笑っていたい、君がいるこの世界で

 声を上げると、一気に私へと注目が集まった。廊下にいるみんながこちらを見ている。
 私は生唾を飲もうとした。けれど、飲みこむ直前に食道を逆流する圧を感じ、喉もとが焼けるように熱くなる。顎が急激に痛みだし、肩に力が入って前のめりになった。
 あ……吐く……。
「え? 紺野さん、真っ青なんだけど」
 その声で、意識が現実へと戻った。けれど、吐き気だけがリアルに残り、こみあげてくる気持ち悪さで生理的な涙が滲む。
「う……」
 私はすぐに立ち上がり、廊下へと急いだ。
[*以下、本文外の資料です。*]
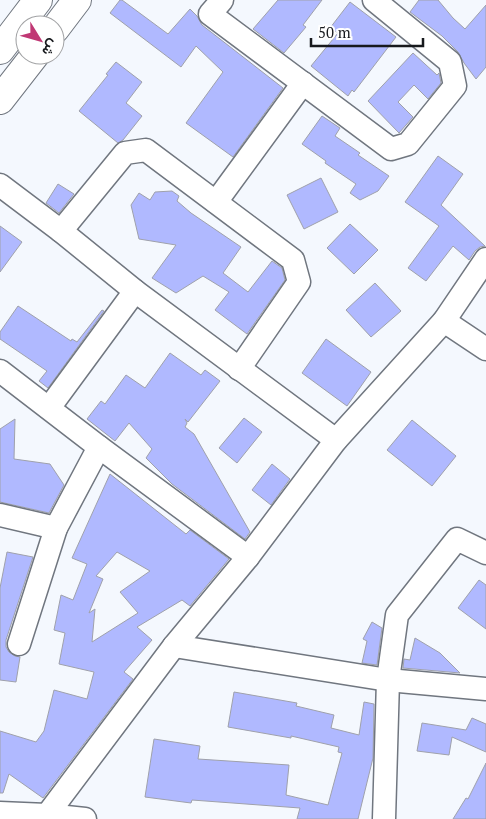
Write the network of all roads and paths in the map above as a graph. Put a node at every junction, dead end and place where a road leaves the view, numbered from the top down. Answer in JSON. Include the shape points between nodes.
{"nodes":[{"id":1,"x":38,"y":0,"type":"edge"},
{"id":2,"x":77,"y":0,"type":"edge"},
{"id":3,"x":222,"y":0,"type":"edge"},
{"id":4,"x":376,"y":1,"type":"edge"},
{"id":5,"x":65,"y":15,"type":"edge"},
{"id":6,"x":0,"y":50,"type":"edge"},
{"id":7,"x":27,"y":65,"type":"edge"},
{"id":8,"x":303,"y":83,"type":"junction"},
{"id":9,"x":0,"y":100,"type":"edge"},
{"id":10,"x":0,"y":185,"type":"edge"},
{"id":11,"x":216,"y":202,"type":"junction"},
{"id":12,"x":62,"y":231,"type":"junction"},
{"id":13,"x":486,"y":259,"type":"edge"},
{"id":14,"x":135,"y":291,"type":"junction"},
{"id":15,"x":444,"y":321,"type":"junction"},
{"id":16,"x":486,"y":349,"type":"edge"},
{"id":17,"x":239,"y":369,"type":"junction"},
{"id":18,"x":0,"y":370,"type":"edge"},
{"id":19,"x":49,"y":408,"type":"junction"},
{"id":20,"x":336,"y":440,"type":"junction"},
{"id":21,"x":98,"y":447,"type":"junction"},
{"id":22,"x":0,"y":515,"type":"edge"},
{"id":23,"x":56,"y":528,"type":"junction"},
{"id":24,"x":486,"y":553,"type":"edge"},
{"id":25,"x":248,"y":557,"type":"junction"},
{"id":26,"x":19,"y":644,"type":"dead end"},
{"id":27,"x":174,"y":646,"type":"junction"},
{"id":28,"x":388,"y":680,"type":"junction"},
{"id":29,"x":486,"y":689,"type":"edge"},
{"id":30,"x":0,"y":813,"type":"edge"},
{"id":31,"x":48,"y":814,"type":"junction"},
{"id":32,"x":85,"y":819,"type":"edge"},
{"id":33,"x":384,"y":819,"type":"edge"}],
"edges":[{"from":1,"to":6,"type":"main road"},
{"from":2,"to":5,"type":"main road"},
{"from":3,"to":8,"type":"street","via":[[210,14]]},
{"from":4,"to":8,"type":"street","via":[[450,62],[455,86],[408,144],[391,148]]},
{"from":7,"to":9,"type":"main road"},
{"from":8,"to":11,"type":"street"},
{"from":10,"to":12,"type":"street"},
{"from":11,"to":12,"type":"street","via":[[146,150],[125,153]]},
{"from":11,"to":17,"type":"street","via":[[293,260],[299,282]]},
{"from":12,"to":14,"type":"street"},
{"from":13,"to":15,"type":"street"},
{"from":14,"to":17,"type":"street"},
{"from":14,"to":19,"type":"street"},
{"from":15,"to":16,"type":"street"},
{"from":15,"to":20,"type":"street"},
{"from":17,"to":20,"type":"street"},
{"from":18,"to":19,"type":"street"},
{"from":19,"to":21,"type":"street"},
{"from":20,"to":25,"type":"street"},
{"from":21,"to":23,"type":"street"},
{"from":21,"to":25,"type":"street"},
{"from":22,"to":23,"type":"street"},
{"from":23,"to":26,"type":"street"},
{"from":24,"to":28,"type":"street","via":[[457,539],[397,615]]},
{"from":25,"to":27,"type":"street"},
{"from":27,"to":28,"type":"street"},
{"from":27,"to":31,"type":"street"},
{"from":28,"to":29,"type":"street"},
{"from":28,"to":33,"type":"street"},
{"from":30,"to":31,"type":"street"},
{"from":31,"to":32,"type":"street"}]}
急に立ったからか、ぐらりと立ち眩みがする。足が何度か人の机にぶつかり、座っている人が驚いた顔をした。「わっ」と声を上げる人もいたけれど、そんなことにかまっていられない。
 トイレ……トイレに行かなきゃ 。
 口を押さえて教室の入口に手をかけると、ちょうど登校してきた坂木くんがいた。
「え? 紺野? ちょっ……なに? どうした?」
 胃液が上がってくるのを感じ、私は坂木くんが伸ばした手を振り払うように走った。廊下にいる生徒、登校してきた生徒が、私が走るのを見ている。驚いた顔の人のなかに、数人面白がっている好奇の視線を感じる。